Nineties the decade of  gender equality
Ed Gordon for the IAAF
11 August 2001- Edmonton - If a visitor to the Tokyo World Championships in 1991 had fallen asleep for ten years and suddenly awakened for the Edmonton competition, he would have had been surprised at the expanded list of stadium events.

The enlightened decade of the 1990s saw the addition of the pole vault, triple jump, and hammer competitions for women, events which were being contested in many countries but which had not been accorded full status in global competitions.

It was not a reaction to any push towards “political correctness”.  Quite the contrary, it was a move of necessity, made to give these disenfranchised athletes a platform for showing their talents. 

The triple jump was the first of the three events to catch the eye of female athletes.  As early as 1984, it became a part of the NCAA championships in the US, and the following year it was added to the US championship programme, where a modest leap of 13.17 gave Wendy Brown the first US title. 

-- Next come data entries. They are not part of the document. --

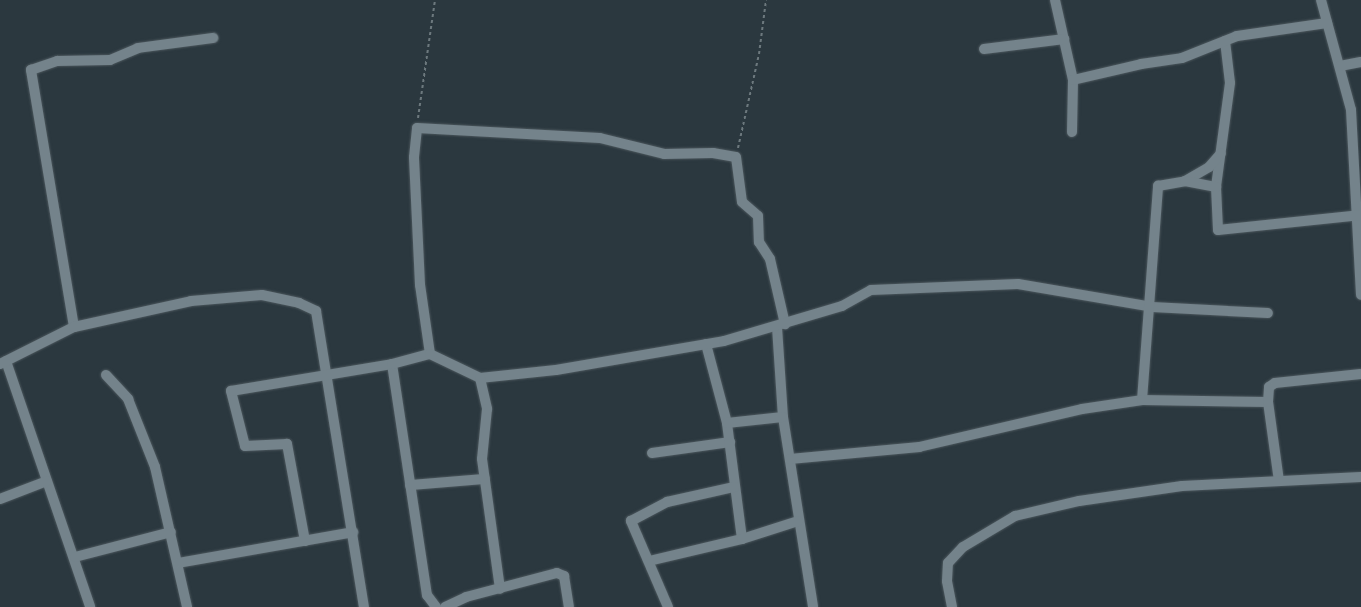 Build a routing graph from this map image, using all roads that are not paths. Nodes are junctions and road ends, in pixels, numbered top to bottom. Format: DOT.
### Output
graph roads {
  1 [pos="1055,0"];
  2 [pos="1321,0"];
  3 [pos="1327,22"];
  4 [pos="213,38"];
  5 [pos="1064,39"];
  6 [pos="1225,41"];
  7 [pos="984,49"];
  8 [pos="1361,62"];
  9 [pos="1340,66"];
  10 [pos="1073,80"];
  11 [pos="1072,132"];
  12 [pos="1221,153"];
  13 [pos="1185,181"];
  14 [pos="1216,187"];
  15 [pos="1359,215"];
  16 [pos="1361,295"];
  17 [pos="1152,307"];
  18 [pos="1268,313"];
  19 [pos="781,326"];
  20 [pos="74,327"];
  21 [pos="706,344"];
  22 [pos="430,354"];
  23 [pos="3,363"];
  24 [pos="392,364"];
  25 [pos="324,374"];
  26 [pos="1361,374"];
  27 [pos="106,375"];
  28 [pos="480,378"];
  29 [pos="1142,400"];
  30 [pos="1268,402"];
  31 [pos="783,417"];
  32 [pos="727,423"];
  33 [pos="730,442"];
  34 [pos="652,452"];
  35 [pos="790,459"];
  36 [pos="1361,477"];
  37 [pos="485,479"];
  38 [pos="46,481"];
  39 [pos="1280,481"];
  40 [pos="410,485"];
  41 [pos="734,487"];
  42 [pos="0,499"];
  43 [pos="798,521"];
  44 [pos="171,532"];
  45 [pos="353,532"];
  46 [pos="742,539"];
  47 [pos="305,541"];
  48 [pos="74,557"];
  49 [pos="649,562"];
  50 [pos="178,563"];
  51 [pos="500,589"];
  52 [pos="90,607"];
  53 [pos="187,607"];
  54 [pos="364,607"];
  55 [pos="436,607"];
  56 [pos="444,607"];
  57 [pos="569,607"];
  58 [pos="668,607"];
  59 [pos="813,607"];
  60 [pos="952,607"];
  1 -- 5 [label="street"];
  2 -- 3 [label="street"];
  3 -- 6 [label="street"];
  3 -- 9 [label="street"];
  4 -- 20 [label="street"];
  5 -- 7 [label="street"];
  5 -- 10 [label="street"];
  6 -- 10 [label="street"];
  6 -- 12 [label="street"];
  8 -- 9 [label="street"];
  9 -- 15 [label="street"];
  10 -- 11 [label="street"];
  12 -- 13 [label="street"];
  12 -- 14 [label="street"];
  13 -- 14 [label="street"];
  13 -- 17 [label="street"];
  14 -- 15 [label="street"];
  15 -- 16 [label="street"];
  17 -- 18 [label="street"];
  17 -- 19 [label="street"];
  17 -- 29 [label="street"];
  19 -- 21 [label="street"];
  19 -- 22 [label="street"];
  19 -- 31 [label="street"];
  20 -- 23 [label="street"];
  20 -- 25 [label="street"];
  21 -- 28 [label="street"];
  21 -- 32 [label="street"];
  22 -- 24 [label="street"];
  22 -- 28 [label="street"];
  23 -- 38 [label="street"];
  24 -- 25 [label="street"];
  24 -- 40 [label="street"];
  25 -- 45 [label="street"];
  25 -- 47 [label="street"];
  26 -- 30 [label="street"];
  27 -- 44 [label="street"];
  28 -- 37 [label="street"];
  29 -- 30 [label="street"];
  29 -- 35 [label="street"];
  30 -- 39 [label="street"];
  31 -- 32 [label="street"];
  31 -- 35 [label="street"];
  32 -- 33 [label="street"];
  33 -- 34 [label="street"];
  33 -- 41 [label="street"];
  35 -- 43 [label="street"];
  36 -- 39 [label="street"];
  37 -- 40 [label="street"];
  37 -- 51 [label="street"];
  38 -- 42 [label="street"];
  38 -- 48 [label="street"];
  39 -- 60 [label="street"];
  40 -- 55 [label="street"];
  41 -- 46 [label="street"];
  41 -- 49 [label="street"];
  43 -- 46 [label="street"];
  43 -- 59 [label="street"];
  44 -- 48 [label="street"];
  44 -- 50 [label="street"];
  45 -- 47 [label="street"];
  45 -- 54 [label="street"];
  46 -- 49 [label="street"];
  47 -- 50 [label="street"];
  48 -- 52 [label="street"];
  49 -- 58 [label="street"];
  50 -- 53 [label="street"];
  51 -- 56 [label="street"];
  51 -- 57 [label="street"];
}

Russia, as the Soviet Union, first crowned a national triple jump champion in 1986, and Britain followed in 1989.  Germany added the event in 1992, perhaps in preparation for hosting the 1993 World Championships where the triple jump made its international debut after almost a decade of waiting.

Anna Biryukova of Russia made history as the first global champion with a world-record leap of 15.09.  The success of the event there led to its inclusion in the Atlanta Games, where Inessa Kravets of Ukraine, the reigning world champion and world-record holder, won the first Olympic gold with a jump of 15.33.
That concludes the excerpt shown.